%%

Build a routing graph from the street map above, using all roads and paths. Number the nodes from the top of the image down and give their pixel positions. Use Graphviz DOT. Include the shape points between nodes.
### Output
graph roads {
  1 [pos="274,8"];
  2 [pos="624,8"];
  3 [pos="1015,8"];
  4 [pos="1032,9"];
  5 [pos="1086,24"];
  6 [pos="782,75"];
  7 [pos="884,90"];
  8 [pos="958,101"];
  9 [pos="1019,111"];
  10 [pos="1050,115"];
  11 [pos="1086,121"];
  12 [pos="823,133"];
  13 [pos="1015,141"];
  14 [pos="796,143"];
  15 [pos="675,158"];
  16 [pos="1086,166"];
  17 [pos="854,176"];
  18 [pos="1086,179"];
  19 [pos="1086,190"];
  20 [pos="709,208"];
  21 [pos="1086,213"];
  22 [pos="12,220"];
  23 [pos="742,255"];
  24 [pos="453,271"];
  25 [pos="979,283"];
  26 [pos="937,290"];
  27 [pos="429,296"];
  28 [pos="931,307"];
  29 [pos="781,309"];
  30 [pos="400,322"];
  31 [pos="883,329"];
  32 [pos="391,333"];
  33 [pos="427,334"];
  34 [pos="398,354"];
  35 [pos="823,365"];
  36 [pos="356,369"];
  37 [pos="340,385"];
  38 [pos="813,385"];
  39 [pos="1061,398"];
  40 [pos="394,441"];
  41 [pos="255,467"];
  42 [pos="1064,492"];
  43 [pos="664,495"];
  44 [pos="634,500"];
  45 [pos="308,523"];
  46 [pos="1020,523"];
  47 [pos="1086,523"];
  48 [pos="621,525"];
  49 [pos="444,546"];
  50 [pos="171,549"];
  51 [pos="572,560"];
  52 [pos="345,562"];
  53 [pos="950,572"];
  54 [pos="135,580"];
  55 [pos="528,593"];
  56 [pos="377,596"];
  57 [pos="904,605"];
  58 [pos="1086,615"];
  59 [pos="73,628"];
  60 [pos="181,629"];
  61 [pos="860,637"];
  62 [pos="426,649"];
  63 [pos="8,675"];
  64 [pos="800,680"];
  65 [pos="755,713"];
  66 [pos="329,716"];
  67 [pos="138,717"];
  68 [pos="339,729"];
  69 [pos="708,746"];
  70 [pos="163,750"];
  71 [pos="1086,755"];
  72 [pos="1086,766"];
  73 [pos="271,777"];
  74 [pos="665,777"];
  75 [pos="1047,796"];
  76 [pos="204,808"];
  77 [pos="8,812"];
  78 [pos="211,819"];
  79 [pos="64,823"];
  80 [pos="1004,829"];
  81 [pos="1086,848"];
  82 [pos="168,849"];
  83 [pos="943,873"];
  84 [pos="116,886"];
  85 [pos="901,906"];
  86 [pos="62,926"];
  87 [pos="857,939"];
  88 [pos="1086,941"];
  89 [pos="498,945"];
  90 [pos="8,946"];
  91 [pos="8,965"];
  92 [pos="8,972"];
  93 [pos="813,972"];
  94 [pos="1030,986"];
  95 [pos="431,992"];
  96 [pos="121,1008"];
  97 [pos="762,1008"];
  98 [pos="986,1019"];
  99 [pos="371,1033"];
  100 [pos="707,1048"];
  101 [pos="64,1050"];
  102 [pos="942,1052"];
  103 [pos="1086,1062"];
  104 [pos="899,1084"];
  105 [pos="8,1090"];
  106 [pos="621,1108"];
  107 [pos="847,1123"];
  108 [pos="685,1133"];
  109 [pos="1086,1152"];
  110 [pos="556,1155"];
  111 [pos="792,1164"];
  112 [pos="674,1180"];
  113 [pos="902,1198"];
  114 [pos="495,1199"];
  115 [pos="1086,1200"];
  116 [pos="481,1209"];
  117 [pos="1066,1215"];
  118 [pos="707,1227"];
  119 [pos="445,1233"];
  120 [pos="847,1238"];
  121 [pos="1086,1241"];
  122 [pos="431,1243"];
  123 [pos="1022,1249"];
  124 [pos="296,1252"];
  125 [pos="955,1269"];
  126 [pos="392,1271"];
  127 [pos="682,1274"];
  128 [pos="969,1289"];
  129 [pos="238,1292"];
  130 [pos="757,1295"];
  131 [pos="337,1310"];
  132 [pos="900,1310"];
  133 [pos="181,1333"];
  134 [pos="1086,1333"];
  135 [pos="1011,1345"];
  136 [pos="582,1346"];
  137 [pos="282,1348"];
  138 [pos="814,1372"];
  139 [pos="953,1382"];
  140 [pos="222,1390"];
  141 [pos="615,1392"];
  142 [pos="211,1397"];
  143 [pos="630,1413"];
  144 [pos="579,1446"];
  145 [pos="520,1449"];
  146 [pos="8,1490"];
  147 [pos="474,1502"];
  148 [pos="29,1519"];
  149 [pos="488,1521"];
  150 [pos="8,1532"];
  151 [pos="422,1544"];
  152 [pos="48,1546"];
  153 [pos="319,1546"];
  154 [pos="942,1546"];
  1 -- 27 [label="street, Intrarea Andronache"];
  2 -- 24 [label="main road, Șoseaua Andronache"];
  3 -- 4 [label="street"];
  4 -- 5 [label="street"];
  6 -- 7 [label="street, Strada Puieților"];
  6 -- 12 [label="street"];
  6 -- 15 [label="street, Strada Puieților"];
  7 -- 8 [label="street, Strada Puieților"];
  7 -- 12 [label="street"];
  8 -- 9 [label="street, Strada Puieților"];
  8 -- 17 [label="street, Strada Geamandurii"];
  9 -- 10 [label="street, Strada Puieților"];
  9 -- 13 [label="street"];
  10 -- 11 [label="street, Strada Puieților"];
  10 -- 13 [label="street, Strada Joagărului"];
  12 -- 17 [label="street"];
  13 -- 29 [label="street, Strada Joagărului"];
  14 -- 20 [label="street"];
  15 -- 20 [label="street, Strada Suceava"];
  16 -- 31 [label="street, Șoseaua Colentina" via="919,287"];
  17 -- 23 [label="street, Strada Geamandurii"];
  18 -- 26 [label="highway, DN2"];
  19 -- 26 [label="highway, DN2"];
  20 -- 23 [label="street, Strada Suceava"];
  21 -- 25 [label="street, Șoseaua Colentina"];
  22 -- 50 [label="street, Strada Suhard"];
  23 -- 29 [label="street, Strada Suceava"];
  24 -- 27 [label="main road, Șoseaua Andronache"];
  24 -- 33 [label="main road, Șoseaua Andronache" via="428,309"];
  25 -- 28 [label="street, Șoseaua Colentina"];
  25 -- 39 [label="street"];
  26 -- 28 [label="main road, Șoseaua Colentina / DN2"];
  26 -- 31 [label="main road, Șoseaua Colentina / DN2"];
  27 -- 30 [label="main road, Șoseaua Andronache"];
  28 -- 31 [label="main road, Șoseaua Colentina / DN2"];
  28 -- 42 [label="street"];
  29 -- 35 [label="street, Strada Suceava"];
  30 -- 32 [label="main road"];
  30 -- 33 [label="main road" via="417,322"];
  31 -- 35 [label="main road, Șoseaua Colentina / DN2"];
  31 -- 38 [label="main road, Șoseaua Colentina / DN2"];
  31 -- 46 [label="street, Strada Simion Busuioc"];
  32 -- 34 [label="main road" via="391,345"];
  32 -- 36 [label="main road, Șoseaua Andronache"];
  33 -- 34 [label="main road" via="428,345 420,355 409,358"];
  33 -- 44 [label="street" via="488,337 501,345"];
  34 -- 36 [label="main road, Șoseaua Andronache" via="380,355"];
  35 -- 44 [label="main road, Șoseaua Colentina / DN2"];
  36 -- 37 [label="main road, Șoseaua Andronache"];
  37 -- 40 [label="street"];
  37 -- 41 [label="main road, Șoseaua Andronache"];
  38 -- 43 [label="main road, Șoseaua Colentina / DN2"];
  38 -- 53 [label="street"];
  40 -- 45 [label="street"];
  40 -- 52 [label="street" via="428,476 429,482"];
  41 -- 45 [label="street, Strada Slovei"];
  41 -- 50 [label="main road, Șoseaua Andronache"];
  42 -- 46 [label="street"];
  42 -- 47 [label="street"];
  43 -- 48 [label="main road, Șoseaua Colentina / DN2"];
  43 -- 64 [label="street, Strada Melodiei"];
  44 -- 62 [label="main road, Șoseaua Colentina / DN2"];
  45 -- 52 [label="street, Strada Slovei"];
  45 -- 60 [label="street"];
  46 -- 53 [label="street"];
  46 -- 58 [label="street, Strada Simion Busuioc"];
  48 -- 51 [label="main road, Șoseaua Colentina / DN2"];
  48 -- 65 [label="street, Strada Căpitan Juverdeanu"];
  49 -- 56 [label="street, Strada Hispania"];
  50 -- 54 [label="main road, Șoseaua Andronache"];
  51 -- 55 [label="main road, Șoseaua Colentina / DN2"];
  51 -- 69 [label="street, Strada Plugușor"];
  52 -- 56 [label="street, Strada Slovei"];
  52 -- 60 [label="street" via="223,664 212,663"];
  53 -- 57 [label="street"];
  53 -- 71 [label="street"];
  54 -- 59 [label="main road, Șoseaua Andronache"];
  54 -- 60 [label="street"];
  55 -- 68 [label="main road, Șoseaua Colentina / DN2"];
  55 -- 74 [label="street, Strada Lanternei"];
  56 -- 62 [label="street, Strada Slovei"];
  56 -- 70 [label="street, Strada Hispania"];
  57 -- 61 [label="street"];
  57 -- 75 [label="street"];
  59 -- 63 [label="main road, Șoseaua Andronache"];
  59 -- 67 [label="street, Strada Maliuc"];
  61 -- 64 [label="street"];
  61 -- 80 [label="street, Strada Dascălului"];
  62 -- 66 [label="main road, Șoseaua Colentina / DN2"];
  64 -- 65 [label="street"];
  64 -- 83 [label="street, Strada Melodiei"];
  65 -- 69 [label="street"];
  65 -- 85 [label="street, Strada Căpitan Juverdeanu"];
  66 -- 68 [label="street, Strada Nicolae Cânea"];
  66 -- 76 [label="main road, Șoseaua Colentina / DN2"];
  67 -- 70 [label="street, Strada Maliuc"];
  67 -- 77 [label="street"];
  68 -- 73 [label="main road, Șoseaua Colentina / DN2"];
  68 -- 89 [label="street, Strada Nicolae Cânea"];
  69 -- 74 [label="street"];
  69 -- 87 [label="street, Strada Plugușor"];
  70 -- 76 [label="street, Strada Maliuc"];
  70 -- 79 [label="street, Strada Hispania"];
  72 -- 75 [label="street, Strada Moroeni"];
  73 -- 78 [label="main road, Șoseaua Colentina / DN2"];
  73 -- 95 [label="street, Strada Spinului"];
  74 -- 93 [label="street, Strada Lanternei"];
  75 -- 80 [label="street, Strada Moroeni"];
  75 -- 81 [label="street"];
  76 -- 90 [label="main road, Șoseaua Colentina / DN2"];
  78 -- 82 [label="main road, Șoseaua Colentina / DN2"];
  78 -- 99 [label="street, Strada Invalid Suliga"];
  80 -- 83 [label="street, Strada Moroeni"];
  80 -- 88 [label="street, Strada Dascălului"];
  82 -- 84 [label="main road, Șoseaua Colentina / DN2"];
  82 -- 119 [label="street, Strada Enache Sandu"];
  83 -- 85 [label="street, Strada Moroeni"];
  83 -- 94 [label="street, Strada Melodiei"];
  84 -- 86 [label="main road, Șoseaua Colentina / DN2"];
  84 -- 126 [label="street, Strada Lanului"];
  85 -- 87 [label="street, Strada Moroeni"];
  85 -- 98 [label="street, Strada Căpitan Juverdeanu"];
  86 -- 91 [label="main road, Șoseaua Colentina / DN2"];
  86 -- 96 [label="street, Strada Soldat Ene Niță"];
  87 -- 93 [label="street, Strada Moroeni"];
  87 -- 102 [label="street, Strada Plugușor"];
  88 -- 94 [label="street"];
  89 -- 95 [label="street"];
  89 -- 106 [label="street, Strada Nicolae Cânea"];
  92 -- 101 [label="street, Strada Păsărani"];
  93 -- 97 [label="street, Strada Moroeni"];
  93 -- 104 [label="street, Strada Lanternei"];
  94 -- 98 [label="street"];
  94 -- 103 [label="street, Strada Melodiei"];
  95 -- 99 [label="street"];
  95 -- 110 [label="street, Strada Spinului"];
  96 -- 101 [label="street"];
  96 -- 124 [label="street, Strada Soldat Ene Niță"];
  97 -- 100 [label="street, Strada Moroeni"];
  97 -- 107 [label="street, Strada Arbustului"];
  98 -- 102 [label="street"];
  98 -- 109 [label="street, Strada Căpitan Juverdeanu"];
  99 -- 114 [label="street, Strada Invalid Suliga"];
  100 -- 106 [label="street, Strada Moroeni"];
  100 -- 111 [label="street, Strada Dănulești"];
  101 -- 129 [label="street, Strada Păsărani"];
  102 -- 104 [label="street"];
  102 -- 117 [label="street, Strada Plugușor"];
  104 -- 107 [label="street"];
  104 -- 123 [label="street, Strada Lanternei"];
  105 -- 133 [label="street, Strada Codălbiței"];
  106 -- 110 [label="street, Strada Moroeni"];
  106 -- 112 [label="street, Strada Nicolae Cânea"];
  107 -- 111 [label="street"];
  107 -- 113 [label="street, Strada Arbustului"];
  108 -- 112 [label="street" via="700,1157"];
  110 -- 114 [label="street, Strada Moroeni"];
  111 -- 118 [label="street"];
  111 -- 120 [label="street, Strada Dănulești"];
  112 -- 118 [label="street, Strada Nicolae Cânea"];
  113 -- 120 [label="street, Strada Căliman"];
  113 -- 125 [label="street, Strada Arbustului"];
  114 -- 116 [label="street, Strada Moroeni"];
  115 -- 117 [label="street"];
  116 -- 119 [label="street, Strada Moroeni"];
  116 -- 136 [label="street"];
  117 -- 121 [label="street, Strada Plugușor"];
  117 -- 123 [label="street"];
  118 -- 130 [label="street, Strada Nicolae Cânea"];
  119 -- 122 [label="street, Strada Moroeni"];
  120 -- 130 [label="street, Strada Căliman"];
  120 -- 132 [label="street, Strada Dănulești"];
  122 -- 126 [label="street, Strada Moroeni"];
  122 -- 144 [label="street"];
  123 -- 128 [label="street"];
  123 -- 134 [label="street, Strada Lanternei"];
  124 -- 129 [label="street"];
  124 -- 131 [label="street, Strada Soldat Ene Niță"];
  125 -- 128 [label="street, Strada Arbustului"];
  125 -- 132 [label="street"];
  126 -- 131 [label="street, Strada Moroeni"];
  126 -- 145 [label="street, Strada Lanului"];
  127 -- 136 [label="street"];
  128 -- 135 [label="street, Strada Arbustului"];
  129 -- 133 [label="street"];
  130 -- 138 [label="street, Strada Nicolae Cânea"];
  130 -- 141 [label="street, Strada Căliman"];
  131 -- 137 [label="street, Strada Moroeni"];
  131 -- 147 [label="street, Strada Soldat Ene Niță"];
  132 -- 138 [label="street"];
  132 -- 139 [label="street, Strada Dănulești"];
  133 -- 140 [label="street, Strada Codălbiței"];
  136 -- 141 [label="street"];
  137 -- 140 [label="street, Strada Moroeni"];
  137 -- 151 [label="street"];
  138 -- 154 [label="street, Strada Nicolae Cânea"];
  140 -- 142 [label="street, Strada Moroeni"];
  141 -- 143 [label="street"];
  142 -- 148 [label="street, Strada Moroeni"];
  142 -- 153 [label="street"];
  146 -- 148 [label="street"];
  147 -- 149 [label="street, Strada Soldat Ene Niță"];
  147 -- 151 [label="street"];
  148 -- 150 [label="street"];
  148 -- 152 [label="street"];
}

%%

§ **WORK ORDER**: Using the material above, gather every line that includes "Niță".

§ **OUTPUT**:
  86 -- 96 [label="street, Strada Soldat Ene Niță"];
  96 -- 124 [label="street, Strada Soldat Ene Niță"];
  124 -- 131 [label="street, Strada Soldat Ene Niță"];
  131 -- 147 [label="street, Strada Soldat Ene Niță"];
  147 -- 149 [label="street, Strada Soldat Ene Niță"];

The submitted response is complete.